### WHAT THE EXERCISE ASKS
Search the data for the string "linecap" and gather each line it is in.

### MATERIAL FOR THE TASK

=======

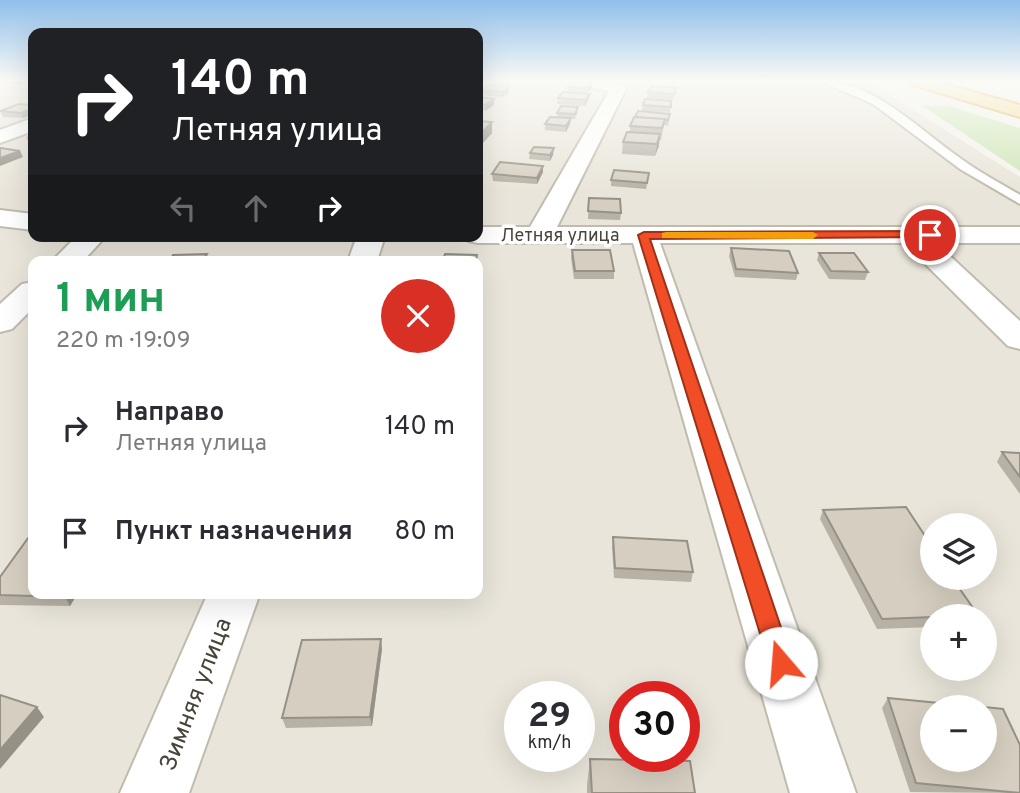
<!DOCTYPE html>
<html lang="ru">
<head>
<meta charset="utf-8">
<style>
  body { margin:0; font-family:Overpass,sans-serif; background:#f7f7f7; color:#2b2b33; height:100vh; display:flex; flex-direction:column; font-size:26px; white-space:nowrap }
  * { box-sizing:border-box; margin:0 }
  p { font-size:23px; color:#7c7c81 }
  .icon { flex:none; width:38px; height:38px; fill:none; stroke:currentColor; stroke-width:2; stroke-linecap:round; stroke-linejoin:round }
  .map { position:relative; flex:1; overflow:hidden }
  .drawer { position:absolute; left:28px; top:256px; width:455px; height:343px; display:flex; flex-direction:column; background:#fff; border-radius:14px; box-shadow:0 7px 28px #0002 }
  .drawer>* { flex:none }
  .guide { position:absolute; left:28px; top:28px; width:455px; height:214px; border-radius:14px; box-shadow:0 7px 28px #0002; background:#202124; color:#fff; overflow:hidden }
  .fabs { position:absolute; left:920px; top:513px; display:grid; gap:14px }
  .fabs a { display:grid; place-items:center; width:77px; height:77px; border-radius:50%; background:#fff; box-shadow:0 7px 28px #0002; font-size:35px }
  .speed { position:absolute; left:504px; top:681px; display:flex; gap:14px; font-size:35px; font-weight:700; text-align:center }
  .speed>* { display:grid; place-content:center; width:91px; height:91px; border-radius:50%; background:#fff; box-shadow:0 7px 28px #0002; line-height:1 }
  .speed small { font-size:18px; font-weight:400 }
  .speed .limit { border:10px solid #d22; background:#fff; color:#111 }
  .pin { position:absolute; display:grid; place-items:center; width:60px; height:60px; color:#fff; margin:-30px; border:4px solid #fff; border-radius:50%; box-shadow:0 2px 7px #0007 }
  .me { position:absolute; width:77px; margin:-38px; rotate:342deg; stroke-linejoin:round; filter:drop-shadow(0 0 5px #0008) }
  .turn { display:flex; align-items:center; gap:24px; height:147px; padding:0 28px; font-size:32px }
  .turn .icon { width:91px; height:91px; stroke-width:2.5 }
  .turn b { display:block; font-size:49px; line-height:60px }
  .lanes { display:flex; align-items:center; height:66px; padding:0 28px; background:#0003; justify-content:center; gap:35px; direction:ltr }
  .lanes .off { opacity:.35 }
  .round { display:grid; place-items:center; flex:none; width:74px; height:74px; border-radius:37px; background:#f7f7f7 }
  .head { display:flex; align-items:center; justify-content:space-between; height:119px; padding:0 28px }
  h1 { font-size:42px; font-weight:700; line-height:52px; color:#1e9e55 }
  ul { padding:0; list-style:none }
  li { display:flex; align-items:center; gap:21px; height:105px; padding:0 28px }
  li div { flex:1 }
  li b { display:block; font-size:26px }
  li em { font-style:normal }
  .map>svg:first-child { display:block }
  .residential { fill:#e9e5da; fill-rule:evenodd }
  .green { fill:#cfe7b7 }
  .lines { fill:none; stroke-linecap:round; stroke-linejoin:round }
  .service-casing { stroke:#c1bbae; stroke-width:4 }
  .minor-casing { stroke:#c1bbae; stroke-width:4 }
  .trunk-casing { stroke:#d8a743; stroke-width:4 }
  .service { fill:#fff; fill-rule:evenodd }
  .minor { fill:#fff; fill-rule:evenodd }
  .trunk { fill:#f9da8a; fill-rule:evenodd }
  .wall { fill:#b8b2a6 }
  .shaded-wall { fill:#969187 }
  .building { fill:#d6cfc1; stroke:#969187; stroke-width:2 }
  .route { fill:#f14d26; stroke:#9d3219; stroke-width:2 }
  .slow { fill:#f59e0b }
  .labels { text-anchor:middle; stroke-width:7; stroke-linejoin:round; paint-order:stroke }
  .far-street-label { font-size:18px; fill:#494439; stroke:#fff }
  .near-street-label { font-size:24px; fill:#494439; stroke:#fff }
</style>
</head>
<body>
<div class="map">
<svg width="1020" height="793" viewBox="0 0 1020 793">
  <rect width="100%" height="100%" fill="#f5f3ec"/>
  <path class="residential" d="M0 81H33V236H478V81H867L1020 177V793H0ZM33 261H478V593H33ZM933 525H985V578H933ZM933 616H985V668H933ZM520 696H579V756H520ZM625 696H684V756H625ZM933 707H985V760H933Z"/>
  <path class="green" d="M921 105 949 106 1020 128V171Z"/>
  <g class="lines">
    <defs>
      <path id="service" d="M820 81C873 80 919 130 960 158 979 172 1000 183 1020 195V204L960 169 873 104Z"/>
      <g id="minor">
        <path d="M572 81H615L626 89 557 227H1020V243H936L1020 321V349L1008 346 904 243H660L856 793H790L633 243H478L468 241 465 236H478V227H530L609 91 574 84Z"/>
        <path d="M33 118V131L0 143V130Z"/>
        <path d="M0 210 33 214V230L0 226Z"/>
        <path d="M77 236H106L83 261H52Z"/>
        <path d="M357 236H385L377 261H348Z"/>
        <path d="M33 282V308L12 329 0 332V304L22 284Z"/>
        <path d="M208 593H260L189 793H120Z"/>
      </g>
      <path id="trunk" d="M908 81H934L1020 105V117L910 84Z"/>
    </defs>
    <use href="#service" class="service-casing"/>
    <use href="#minor" class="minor-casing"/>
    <use href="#trunk" class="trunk-casing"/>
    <use href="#service" class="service"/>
    <use href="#minor" class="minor"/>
    <use href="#trunk" class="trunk"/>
  </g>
  <g class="wall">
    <path d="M0 81H30L19 85 0 83Z"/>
    <path d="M494 81H518L512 86 494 84Z"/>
    <path d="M592 83V88L587 93 567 92 568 87Z"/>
    <path d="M482 90 509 92 502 97 482 95Z"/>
    <path d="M648 92 676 93 673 100 647 98Z"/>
    <path d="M590 94 589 99 585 106 557 104 558 98Z"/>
    <path d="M478 97 494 99V105L485 111 478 110Z"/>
    <path d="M671 101 670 112 642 111 643 105Z"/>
    <path d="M33 105V115L23 118 3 117 0 111Z"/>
    <path d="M578 112 575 119H571L570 124 566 132 545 130V124L557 117V113Z"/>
    <path d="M670 114 668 126 664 125 661 140H659L655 156 622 154 623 142 630 132V126Z"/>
    <path d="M478 121 492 122V133L482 144H478Z"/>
    <path d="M33 134V143H29L26 137Z"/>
    <path d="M530 153 553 155 550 161 529 159Z"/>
    <path d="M543 166V172L537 184 493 181 492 174Z"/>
    <path d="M611 180H648L646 189 611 186Z"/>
    <path d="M589 198 621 213 620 220 588 219Z"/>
    <path d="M731 248 798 273 796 280 735 277 729 256Z"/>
    <path d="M572 250 614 271V279H574L571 258Z"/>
    <path d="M819 253 868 272 865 280 829 279 817 260Z"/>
    <path d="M1002 452 1020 453V494L997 462Z"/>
    <path d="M823 510 978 615 977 616H933V627L877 629 820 519Z"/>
    <path d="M613 537 693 572 691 582 614 578 612 547Z"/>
    <path d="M0 577 33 593H78L70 606 0 605Z"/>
    <path d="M382 649 372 726 286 728 282 718Z"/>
    <path d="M888 698 1020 793 910 792 882 708Z"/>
    <path d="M590 759 695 793H587V785Z"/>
  </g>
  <g class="shaded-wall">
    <path d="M18 81H30L19 85Z"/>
    <path d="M592 83V88L587 93 588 88Z"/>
    <path d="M509 87V92L502 97V92Z"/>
    <path d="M590 94 589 99 585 106V100Z"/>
    <path d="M494 99V105L485 111V105Z"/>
    <path d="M33 108V115L23 118 21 113Z"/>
    <path d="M571 118 570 124 566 132V126Z"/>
    <path d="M492 122V133L482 144V132Z"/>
    <path d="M660 134 659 146 655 156 657 144Z"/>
    <path d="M554 148 553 155 550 161V155Z"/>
    <path d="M20 151 23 157 0 166V158Z"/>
    <path d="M543 166V172L537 184V178Z"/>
    <path d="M67 593H78L70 606 65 597Z"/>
    <path d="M381 639 382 649 372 726 370 717Z"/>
    <path d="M37 707 44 717 0 769V750Z"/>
  </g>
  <g class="building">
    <path d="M573 81 592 83 588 88 568 87Z"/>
    <path d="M489 85 509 87 502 92 482 90Z"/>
    <path d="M652 86 677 88 674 94 648 92Z"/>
    <path d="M563 92 590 94 585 100 558 98Z"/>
    <path d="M478 97 494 99 485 105 478 104Z"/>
    <path d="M645 99 671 101V107L643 105Z"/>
    <path d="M19 104 33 105V108L21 113 0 111Z"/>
    <path d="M561 106 578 107 575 114 557 113Z"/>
    <path d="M638 111 670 114 668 120 635 117Z"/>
    <path d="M550 117 571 118 566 126 545 124Z"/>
    <path d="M634 117 665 119 662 128 630 126Z"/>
    <path d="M478 121 492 122 482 132H478Z"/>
    <path d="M627 132 660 134 657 144 623 142Z"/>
    <path d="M534 147 554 148 550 155 530 153Z"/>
    <path d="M0 148H1L20 151 0 158Z"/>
    <path d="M500 162 543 166 537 178 492 174Z"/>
    <path d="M614 170 649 173 647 183 611 180Z"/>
    <path d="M589 198 620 199 621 213 588 211Z"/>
    <path d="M731 248 789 251 798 273 736 269Z"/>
    <path d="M572 250H610L614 271H575Z"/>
    <path d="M819 253H854L868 272 831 271Z"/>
    <path d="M207 254 203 261H169L173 255Z"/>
    <path d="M445 254 477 255 476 261H443Z"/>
    <path d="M1002 452 1020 453V477Z"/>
    <path d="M906 507 933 548V578H952L978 615 933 616V617L882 619 823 510Z"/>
    <path d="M31 534H33V593H67L65 597 0 595V577Z"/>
    <path d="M613 537 687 541 693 572 615 568Z"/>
    <path d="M381 639 370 717 282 718 302 640Z"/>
    <path d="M0 695 37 707 0 750Z"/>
    <path d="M888 698 980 707H933V760H985V707L1003 709 1020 745V793L916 783Z"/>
    <path d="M590 759 690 761 695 793H592Z"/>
  </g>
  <linearGradient id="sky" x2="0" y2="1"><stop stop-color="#8fbfea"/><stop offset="0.42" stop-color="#fafaf6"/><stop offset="1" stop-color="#fafaf6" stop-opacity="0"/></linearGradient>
  <rect width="1020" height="192" fill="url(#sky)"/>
  <path class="route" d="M930 231 936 235 934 237 650 239 793 663 789 671 781 674 772 671 769 663 638 235 644 232Z"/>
  <path class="slow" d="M666 232H813L818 235 813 239 662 238V233Z"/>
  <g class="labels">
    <g class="far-street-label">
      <text x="560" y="241">Летняя улица</text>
    </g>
    <g class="near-street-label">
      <text transform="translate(195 694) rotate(-69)" y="8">Зимняя улица</text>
    </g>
  </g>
</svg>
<div class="fabs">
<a><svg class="icon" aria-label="layers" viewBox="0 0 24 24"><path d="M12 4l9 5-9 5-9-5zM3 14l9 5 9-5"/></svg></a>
<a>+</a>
<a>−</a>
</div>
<div class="speed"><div>29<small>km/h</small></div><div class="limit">30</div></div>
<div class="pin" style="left:930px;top:235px;background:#d93025"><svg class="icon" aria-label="arrive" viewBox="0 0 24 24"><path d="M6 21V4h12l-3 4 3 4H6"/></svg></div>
<svg class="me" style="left:781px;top:663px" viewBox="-20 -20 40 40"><circle r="19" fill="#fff"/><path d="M0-13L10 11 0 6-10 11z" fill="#f14d26"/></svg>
<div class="guide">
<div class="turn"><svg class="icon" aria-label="right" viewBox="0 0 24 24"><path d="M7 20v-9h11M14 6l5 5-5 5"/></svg><div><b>140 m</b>Летняя улица</div></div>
<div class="lanes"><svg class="icon off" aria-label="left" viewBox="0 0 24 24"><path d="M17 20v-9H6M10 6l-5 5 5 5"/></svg><svg class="icon off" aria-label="ahead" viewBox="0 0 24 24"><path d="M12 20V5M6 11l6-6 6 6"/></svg><svg class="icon" aria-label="right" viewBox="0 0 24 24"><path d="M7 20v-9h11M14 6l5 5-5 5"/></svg></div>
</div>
<section class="drawer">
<div class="head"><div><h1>1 мин</h1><p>220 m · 19:09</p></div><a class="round" style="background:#d93025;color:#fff"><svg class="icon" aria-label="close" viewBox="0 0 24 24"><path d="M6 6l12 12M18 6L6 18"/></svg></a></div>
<ul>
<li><svg class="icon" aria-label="right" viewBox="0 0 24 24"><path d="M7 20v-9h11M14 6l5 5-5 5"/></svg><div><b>Направо</b><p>Летняя улица</p></div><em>140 m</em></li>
<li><svg class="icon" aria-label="arrive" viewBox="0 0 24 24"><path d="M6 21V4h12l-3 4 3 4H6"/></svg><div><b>Пункт назначения</b></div><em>80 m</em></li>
</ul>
</section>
</div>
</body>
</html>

=======

### WRITTEN SOLUTION
  .icon { flex:none; width:38px; height:38px; fill:none; stroke:currentColor; stroke-width:2; stroke-linecap:round; stroke-linejoin:round }
  .lines { fill:none; stroke-linecap:round; stroke-linejoin:round }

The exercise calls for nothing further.